======== INPUT FOR THIS TASK
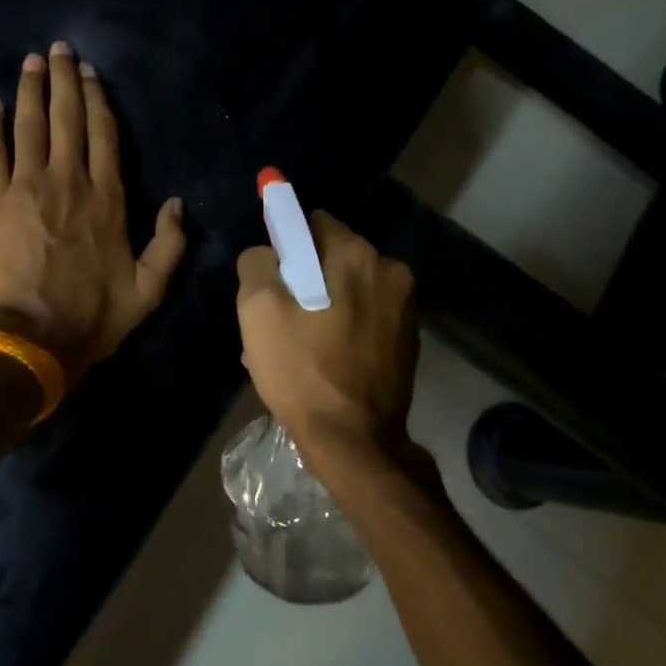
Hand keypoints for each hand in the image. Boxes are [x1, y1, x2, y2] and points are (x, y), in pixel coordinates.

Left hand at [0, 41, 186, 381]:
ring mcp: (28, 186)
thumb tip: (178, 203)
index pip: (104, 134)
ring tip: (30, 62)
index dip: (97, 99)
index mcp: (108, 198)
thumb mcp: (149, 289)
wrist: (33, 337)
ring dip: (30, 90)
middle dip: (63, 79)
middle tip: (58, 48)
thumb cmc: (93, 316)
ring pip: (30, 125)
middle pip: (67, 117)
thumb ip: (170, 244)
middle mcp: (69, 180)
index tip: (90, 73)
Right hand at [236, 212, 421, 483]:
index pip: (314, 223)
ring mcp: (406, 308)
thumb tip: (267, 254)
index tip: (271, 278)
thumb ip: (257, 263)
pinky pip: (364, 318)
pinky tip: (320, 360)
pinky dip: (340, 328)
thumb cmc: (302, 370)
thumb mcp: (258, 310)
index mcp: (358, 255)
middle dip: (303, 280)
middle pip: (332, 259)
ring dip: (320, 307)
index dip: (286, 246)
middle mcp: (391, 271)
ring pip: (347, 291)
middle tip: (277, 320)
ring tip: (295, 347)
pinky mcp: (408, 340)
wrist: (354, 441)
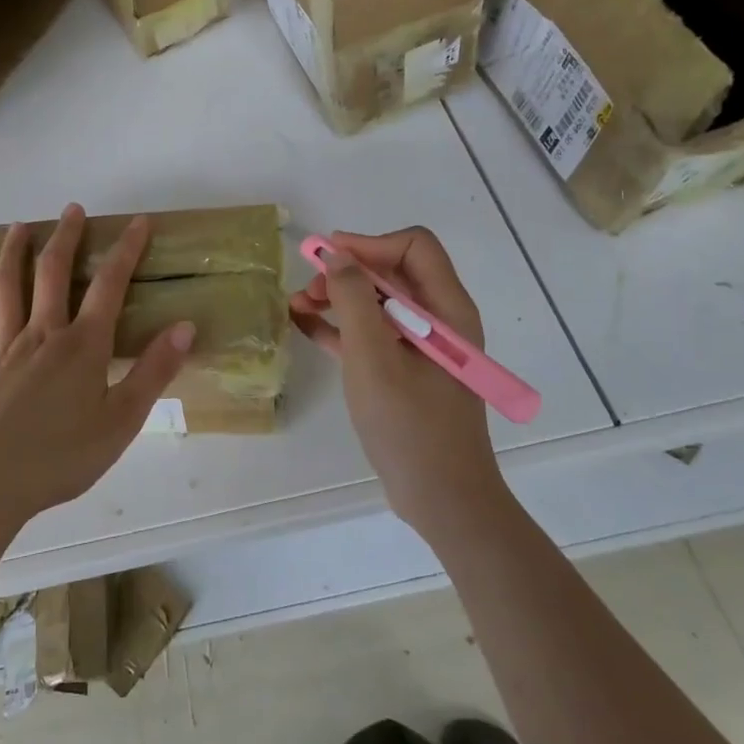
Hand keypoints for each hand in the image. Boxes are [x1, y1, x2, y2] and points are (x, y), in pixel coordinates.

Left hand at [0, 204, 194, 530]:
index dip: (126, 251)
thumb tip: (186, 326)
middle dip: (67, 238)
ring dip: (16, 252)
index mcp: (83, 346)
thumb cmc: (62, 457)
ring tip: (21, 227)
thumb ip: (153, 372)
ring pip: (9, 286)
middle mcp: (42, 333)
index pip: (110, 286)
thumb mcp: (122, 421)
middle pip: (54, 274)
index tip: (137, 223)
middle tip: (73, 209)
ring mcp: (3, 346)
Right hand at [289, 227, 505, 529]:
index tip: (329, 257)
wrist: (441, 500)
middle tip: (309, 288)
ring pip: (377, 302)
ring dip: (338, 298)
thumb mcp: (373, 358)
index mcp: (446, 309)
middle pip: (392, 271)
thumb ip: (354, 299)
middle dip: (346, 271)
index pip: (413, 246)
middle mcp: (439, 320)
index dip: (369, 244)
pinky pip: (371, 333)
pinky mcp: (405, 370)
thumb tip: (336, 254)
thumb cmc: (410, 425)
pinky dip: (340, 325)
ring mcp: (422, 346)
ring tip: (298, 305)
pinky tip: (304, 324)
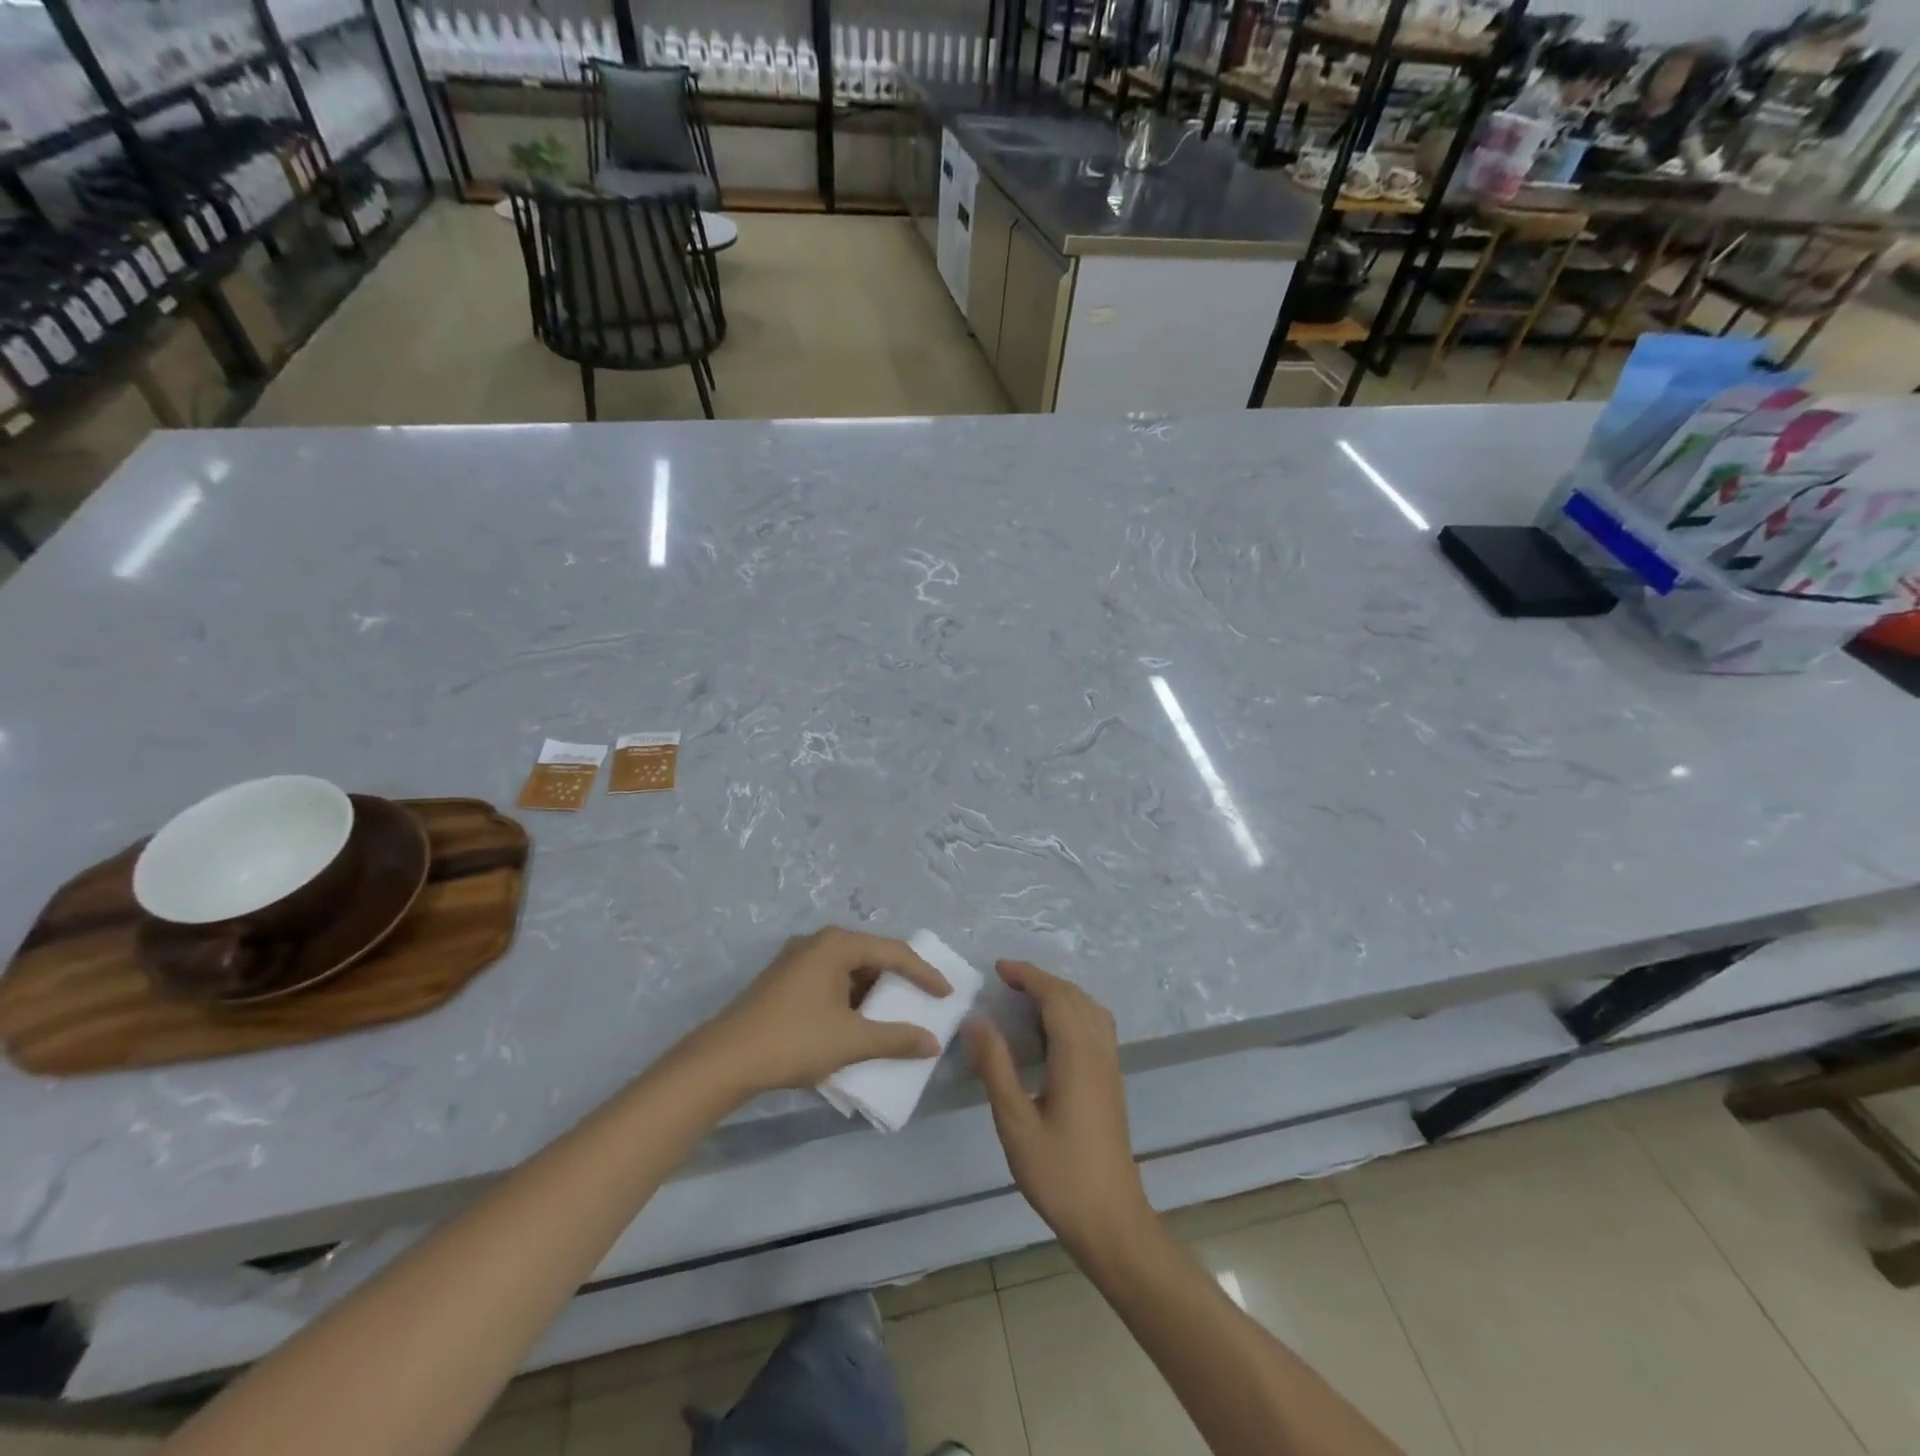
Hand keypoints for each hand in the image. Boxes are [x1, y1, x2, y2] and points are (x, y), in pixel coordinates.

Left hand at [693, 927, 950, 1097]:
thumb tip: (932, 1042)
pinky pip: (829, 980)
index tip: (946, 995)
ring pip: (848, 970)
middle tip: (923, 1000)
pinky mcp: (782, 980)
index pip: (893, 952)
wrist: (724, 1061)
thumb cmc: (794, 1040)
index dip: (924, 973)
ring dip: (872, 992)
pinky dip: (850, 998)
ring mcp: (796, 960)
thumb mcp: (852, 1041)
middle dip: (898, 980)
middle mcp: (817, 942)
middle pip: (870, 955)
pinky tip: (857, 1023)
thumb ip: (896, 1039)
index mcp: (836, 944)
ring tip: (894, 1015)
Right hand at [965, 961, 1154, 1263]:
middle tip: (1006, 981)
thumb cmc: (1059, 1173)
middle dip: (1041, 980)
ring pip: (1090, 1010)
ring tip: (1026, 998)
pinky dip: (1073, 1011)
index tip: (999, 968)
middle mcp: (1099, 1052)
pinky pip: (1096, 1026)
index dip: (1029, 976)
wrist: (1111, 1220)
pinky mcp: (1111, 1082)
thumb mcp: (1015, 1122)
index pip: (1056, 997)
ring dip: (1060, 994)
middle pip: (1075, 997)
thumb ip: (996, 1066)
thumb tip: (976, 1020)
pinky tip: (1052, 1031)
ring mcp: (1110, 1067)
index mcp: (1077, 1056)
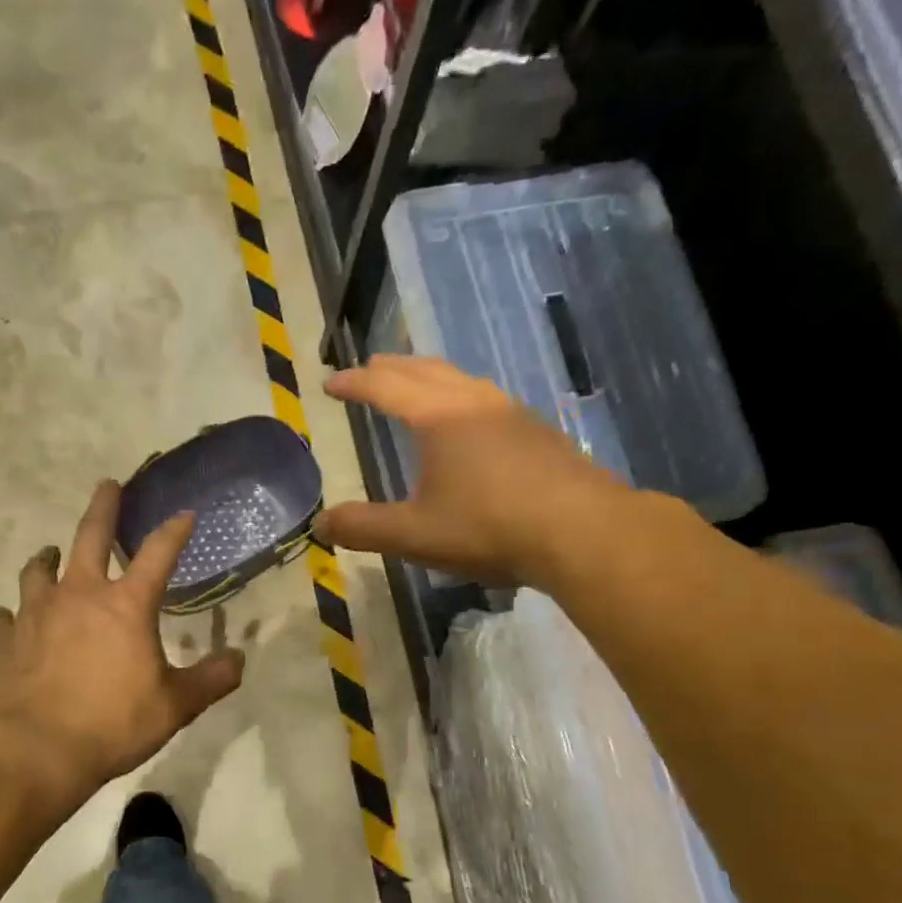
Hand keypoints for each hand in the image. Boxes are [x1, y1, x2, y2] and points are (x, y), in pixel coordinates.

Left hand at [0, 480, 244, 799]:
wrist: (38, 751)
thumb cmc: (113, 723)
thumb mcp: (175, 706)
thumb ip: (211, 680)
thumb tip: (239, 660)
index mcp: (125, 605)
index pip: (158, 553)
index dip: (175, 530)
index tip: (185, 513)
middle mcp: (79, 595)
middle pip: (90, 537)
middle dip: (103, 507)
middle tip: (107, 485)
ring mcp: (36, 614)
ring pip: (38, 570)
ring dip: (47, 558)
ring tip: (51, 554)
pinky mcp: (5, 641)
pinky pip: (5, 617)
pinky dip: (12, 614)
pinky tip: (12, 618)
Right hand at [315, 354, 627, 584]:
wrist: (582, 532)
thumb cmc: (489, 527)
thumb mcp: (414, 534)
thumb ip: (363, 528)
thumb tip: (319, 525)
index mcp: (438, 417)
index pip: (385, 386)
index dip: (353, 382)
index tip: (329, 383)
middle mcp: (474, 402)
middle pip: (425, 370)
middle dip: (391, 368)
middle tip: (368, 369)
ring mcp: (511, 413)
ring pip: (460, 379)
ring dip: (429, 376)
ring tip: (415, 386)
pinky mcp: (537, 432)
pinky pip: (485, 398)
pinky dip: (459, 395)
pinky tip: (468, 422)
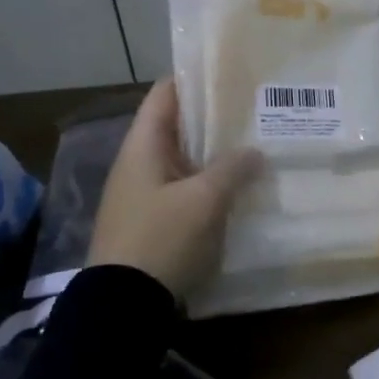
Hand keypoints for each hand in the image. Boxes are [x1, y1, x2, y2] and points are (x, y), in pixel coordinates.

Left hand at [88, 79, 260, 301]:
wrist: (123, 304)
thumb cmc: (161, 239)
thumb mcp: (203, 200)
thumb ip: (232, 170)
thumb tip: (255, 151)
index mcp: (143, 146)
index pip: (166, 94)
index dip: (195, 79)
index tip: (232, 73)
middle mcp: (139, 162)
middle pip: (177, 126)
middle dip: (214, 118)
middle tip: (256, 111)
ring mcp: (143, 193)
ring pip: (183, 159)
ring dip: (214, 153)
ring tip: (255, 144)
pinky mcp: (152, 220)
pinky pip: (183, 188)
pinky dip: (208, 182)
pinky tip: (238, 187)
================
WORK INSTRUCTION: Each line of the material above should be set down exactly, with no pictures.

PROBLEM SOLUTION:
Hand keypoints for each hand in the image. Boxes are [x1, y1, x2, y2] and points are (x, y), in pixel coordinates.

Left hand at [0, 41, 186, 381]:
ring mcp: (28, 186)
thumb tip: (178, 203)
index pip: (104, 134)
ring tip: (30, 62)
index dip: (97, 99)
index mcp: (108, 198)
thumb mcp: (149, 289)
wrist: (33, 337)
ring dip: (30, 90)
middle dip: (63, 79)
middle tip: (58, 48)
thumb cmc: (93, 316)
ring pip: (30, 125)
middle pip: (67, 117)
thumb ip: (170, 244)
middle mcp: (69, 180)
index tip: (90, 73)
Right hand at [236, 212, 421, 483]:
index pip: (314, 223)
ring mcp: (406, 308)
thumb tip: (267, 254)
index tip: (271, 278)
thumb ip: (257, 263)
pinky pip: (364, 318)
pinky tip: (320, 360)
pinky dip: (340, 328)
thumb cmc: (302, 370)
thumb mcp: (258, 310)
index mcp: (358, 255)
middle dip: (303, 280)
middle pip: (332, 259)
ring dip: (320, 307)
index dip: (286, 246)
middle mcp: (391, 271)
ring pip: (347, 291)
middle tip: (277, 320)
ring tip: (295, 347)
pinky mcp: (408, 340)
wrist: (354, 441)
Hand keypoints for each hand in the image. Boxes are [x1, y1, x2, y2] and points are (x, y), in pixel coordinates.

Left hand at [0, 204, 194, 530]:
index dip: (126, 251)
thumb tip: (186, 326)
middle dip: (67, 238)
ring dip: (16, 252)
index mcp: (83, 346)
thumb cmc: (62, 457)
ring tip: (21, 227)
thumb ip: (153, 372)
ring pip: (9, 286)
middle mcp: (42, 333)
index pip: (110, 286)
thumb mcp: (122, 421)
middle pip: (54, 274)
index tip: (137, 223)
middle tip: (73, 209)
ring mcp: (3, 346)
Right hand at [289, 227, 505, 529]:
index tip: (329, 257)
wrist: (441, 500)
middle tip: (309, 288)
ring pip: (377, 302)
ring dip: (338, 298)
thumb mcp: (373, 358)
index mcp: (446, 309)
middle pip: (392, 271)
thumb ip: (354, 299)
middle dip: (346, 271)
index pip: (413, 246)
middle mcp: (439, 320)
index dip: (369, 244)
pinky pip: (371, 333)
pinky mcp: (405, 370)
thumb tip: (336, 254)
thumb cmc: (410, 425)
pinky dip: (340, 325)
ring mcp: (422, 346)
ring tip: (298, 305)
pinky tip: (304, 324)
Hand keypoints for each hand in the image. Boxes are [x1, y1, x2, y2] and points are (x, y), in pixel coordinates.

Left hand at [693, 927, 950, 1097]:
thumb tip: (932, 1042)
pinky pip: (829, 980)
index tip: (946, 995)
ring pip: (848, 970)
middle tip: (923, 1000)
pinky mcp: (782, 980)
index pip: (893, 952)
wrist: (724, 1061)
thumb cmc: (794, 1040)
index dip: (924, 973)
ring dip: (872, 992)
pinky dip: (850, 998)
ring mcp: (796, 960)
thumb mcp: (852, 1041)
middle dip: (898, 980)
middle mcp: (817, 942)
middle pip: (870, 955)
pinky tip: (857, 1023)
thumb ip: (896, 1039)
index mcp: (836, 944)
ring tip: (894, 1015)
Right hand at [965, 961, 1154, 1263]:
middle tip: (1006, 981)
thumb cmc: (1059, 1173)
middle dip: (1041, 980)
ring pip: (1090, 1010)
ring tip: (1026, 998)
pinky dip: (1073, 1011)
index tip: (999, 968)
middle mcp: (1099, 1052)
pinky pip: (1096, 1026)
index dip: (1029, 976)
wrist: (1111, 1220)
pinky mcp: (1111, 1082)
thumb mcp: (1015, 1122)
index pip: (1056, 997)
ring dip: (1060, 994)
middle pip: (1075, 997)
thumb ip: (996, 1066)
thumb tip: (976, 1020)
pinky tip: (1052, 1031)
ring mcp: (1110, 1067)
index mcp: (1077, 1056)
Hand keypoints for each hand in the image. Boxes are [x1, y1, x2, y2] and points are (x, y), in pixel coordinates.

Left hand at [0, 480, 244, 799]:
wrist: (38, 751)
thumb cmc: (113, 723)
thumb mcp: (175, 706)
thumb ip: (211, 680)
thumb tip: (239, 660)
index mcp: (125, 605)
index pip: (158, 553)
index dip: (175, 530)
index tip: (185, 513)
middle mcp: (79, 595)
middle pip: (90, 537)
middle dip: (103, 507)
middle tip: (107, 485)
ring mcp: (36, 614)
ring pip: (38, 570)
ring dip: (47, 558)
ring tip: (51, 554)
pinky mcp: (5, 641)
pinky pip: (5, 617)
pinky dip: (12, 614)
pinky tip: (12, 618)
Right hand at [315, 354, 627, 584]:
wrist: (582, 532)
thumb cmc: (489, 527)
thumb mcp: (414, 534)
thumb ip: (363, 528)
thumb tip: (319, 525)
index mcp: (438, 417)
index pip: (385, 386)
index dip: (353, 382)
index tip: (329, 383)
middle mcp: (474, 402)
middle pip: (425, 370)
middle dip: (391, 368)
middle tip: (368, 369)
ring mcp: (511, 413)
ring pip: (460, 379)
ring dip: (429, 376)
ring tip: (415, 386)
pinky mcp: (537, 432)
pinky pip: (485, 398)
pinky dip: (459, 395)
pinky tip: (468, 422)
Hand keypoints for each hand in the image. Boxes are [x1, y1, x2, y2] and points are (x, y), in pixel coordinates.

Left hand at [88, 79, 260, 301]:
wrist: (123, 304)
thumb cmc: (161, 239)
thumb mcp: (203, 200)
thumb ip: (232, 170)
thumb tip: (255, 151)
index mcp: (143, 146)
index pip: (166, 94)
index dip: (195, 79)
index tip: (232, 73)
middle mcp: (139, 162)
middle pip: (177, 126)
middle dip: (214, 118)
middle tip: (256, 111)
ring mcp: (143, 193)
ring pip: (183, 159)
ring dip: (214, 153)
ring tip: (255, 144)
pinky mcp: (152, 220)
pinky pip: (183, 188)
pinky dip: (208, 182)
pinky tip: (238, 187)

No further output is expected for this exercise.